Behind such conclusions are the moves like the additional deployment of soldiers in Kulgam, Anantnag, Shopian and Pulwama districts — the smouldering south, where even new army camps are coming up. These are obviously no simple signs, many in Srinagar say. This heightened militarisation is seen as an attempt to cut down the civilian support to militants. Earlier, an anxiety took over the apparatus after civilians repeatedly mounted attacks on the encounter sites to help militants to flee despite army warnings — until this winter Indian army chief Bipin Rawat blurs the distinction between stones and guns in a “dirty war”.

When one of his officers Lt. Ummer Fayaz fell to anonymous assassins on May 31, 2017, the military called it a “watershed moment” that will turn the tide against “extremist violence” in the region. String of cop killings that followed further escalated a sense of inevitable full-throttle military response.

“Campaigns don’t start suddenly in a vacuum,” said a sleuth seen in Srinagar circles quite often. “It takes a bang to create a bang. Things are there for everybody to see.” Like a textbook spook, he kept most of his cards close to his chest. But the place where from he operates lately witnessed soldiers marching down with RCRs. Though a possible encounter bid in Kashmir’s trade heartland—Lal Chowk—was averted, but the sleuth had inkling about the military exercise: “Area domination.”

And for such actions, Modi is apparently throwing his weight behind his general. Perhaps that’s why Delhi is reluctant to roll back its muscular-militaristic approach to deal with dissent despite a major crisis in sight. But the CI specialist—the label Rawat wears like a ‘badge of honour’—conveniently skips ‘hot war’ for his “dirty war”, where soldiers aren’t supposed to win hearts and minds.

Photo: Javed Dar

As the general explains it, it’s to instill fear among the people. With soldiers showing up every now and then in Shopian hamlets to vandalise and thrash the inmates, that fear is clearly escalating on the ground. Even the chief minister Mehbooba Mufti “unwittingly” said the obvious over the latest cop killing: “What if the cops lose their patience…”
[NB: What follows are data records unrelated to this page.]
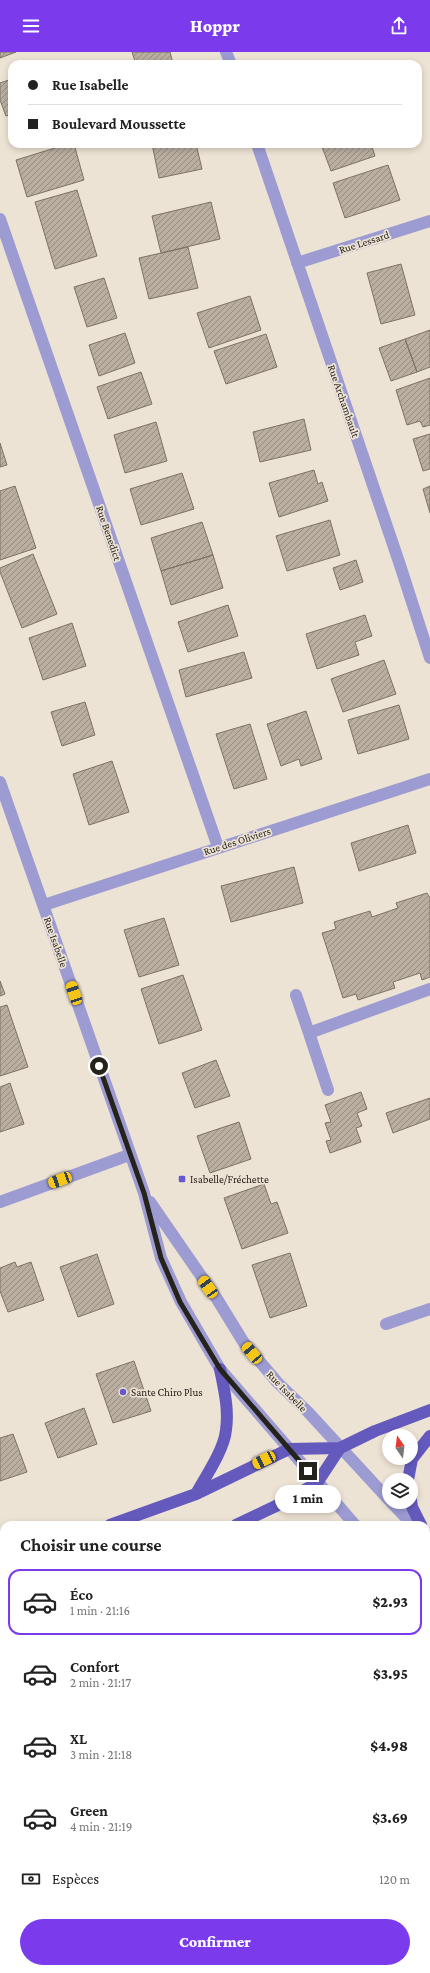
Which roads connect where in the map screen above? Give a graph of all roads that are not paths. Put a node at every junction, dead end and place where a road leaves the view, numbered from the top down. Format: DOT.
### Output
graph roads {
  1 [pos="258,148"];
  2 [pos="0,219"];
  3 [pos="430,221"];
  4 [pos="297,263"];
  5 [pos="430,658"];
  6 [pos="430,779"];
  7 [pos="0,782"];
  8 [pos="218,847"];
  9 [pos="44,905"];
  10 [pos="430,989"];
  11 [pos="296,995"];
  12 [pos="309,1033"];
  13 [pos="328,1090"];
  14 [pos="129,1155"];
  15 [pos="144,1193"];
  16 [pos="0,1202"];
  17 [pos="430,1309"];
  18 [pos="386,1324"];
  19 [pos="220,1369"];
  20 [pos="430,1410"];
  21 [pos="430,1436"];
  22 [pos="340,1448"];
  23 [pos="289,1449"];
  24 [pos="409,1473"];
  25 [pos="317,1482"];
  26 [pos="382,1493"];
  27 [pos="196,1494"];
  28 [pos="398,1509"];
  29 [pos="413,1509"];
  30 [pos="121,1521"];
  31 [pos="244,1521"];
  32 [pos="351,1521"];
  33 [pos="409,1521"];
  34 [pos="419,1521"];
  1 -- 4 [label="street, Rue Archambault"];
  2 -- 8 [label="street, Rue Benedict"];
  3 -- 4 [label="street, Rue Lessard"];
  4 -- 5 [label="street, Rue Archambault"];
  6 -- 8 [label="street, Rue des Oliviers"];
  7 -- 9 [label="street, Rue Isabelle"];
  8 -- 9 [label="street, Rue des Oliviers"];
  9 -- 14 [label="street, Rue Isabelle"];
  10 -- 12 [label="street"];
  11 -- 12 [label="street"];
  12 -- 13 [label="street"];
  14 -- 15 [label="street, Rue Isabelle"];
  14 -- 16 [label="street"];
  15 -- 19 [label="street, Rue Isabelle"];
  15 -- 22 [label="street, Rue Isabelle"];
  17 -- 18 [label="street"];
  19 -- 23 [label="street, Rue Isabelle"];
  19 -- 27 [label="main road"];
  20 -- 22 [label="main road"];
  21 -- 24 [label="main road"];
  22 -- 23 [label="main road"];
  22 -- 25 [label="main road"];
  22 -- 26 [label="street, Rue Isabelle"];
  23 -- 25 [label="street, Rue Isabelle"];
  23 -- 27 [label="main road"];
  25 -- 31 [label="main road"];
  25 -- 32 [label="street, Rue Isabelle"];
  27 -- 30 [label="main road"];
  28 -- 33 [label="street"];
  29 -- 34 [label="main road"];
}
Since such calls now emanate from both Srinagar as well as Delhi, the things look well sorted for the offensive accompanying an otherwise regular war-cry of Indian retired military men during their TV debates. “When a staunch Western ally such as Israel draws savage criticism for using disproportionate force against Palestinian civilians,” says Ajai Shukla, retired Indian army colonel turned scribe, “why would New Delhi expect to be judged by a lesser standard?”

Therefore, the Footnote

In military lexicon, Soup Sandwich is quite a phrase, describing a situation, or mission, going horribly wrong. The thrust of the term’s meaning derives from the fact that it is incredibly difficult, some would say impossible, to make a sandwich out of soup.

Perhaps mindful of Delhi’s bygone Soup Sandwiches in Kashmir, the ex-military veteran Lt. Gen HS Panag couldn’t resist tweeting when Major Gogoi was getting a kick by parading that Budgam weaver as a human shield.

Despite the image “will haunt India forever”, the martial action on dissenting Kashmiris seeking the promised plebiscite doesn’t seem to be over yet.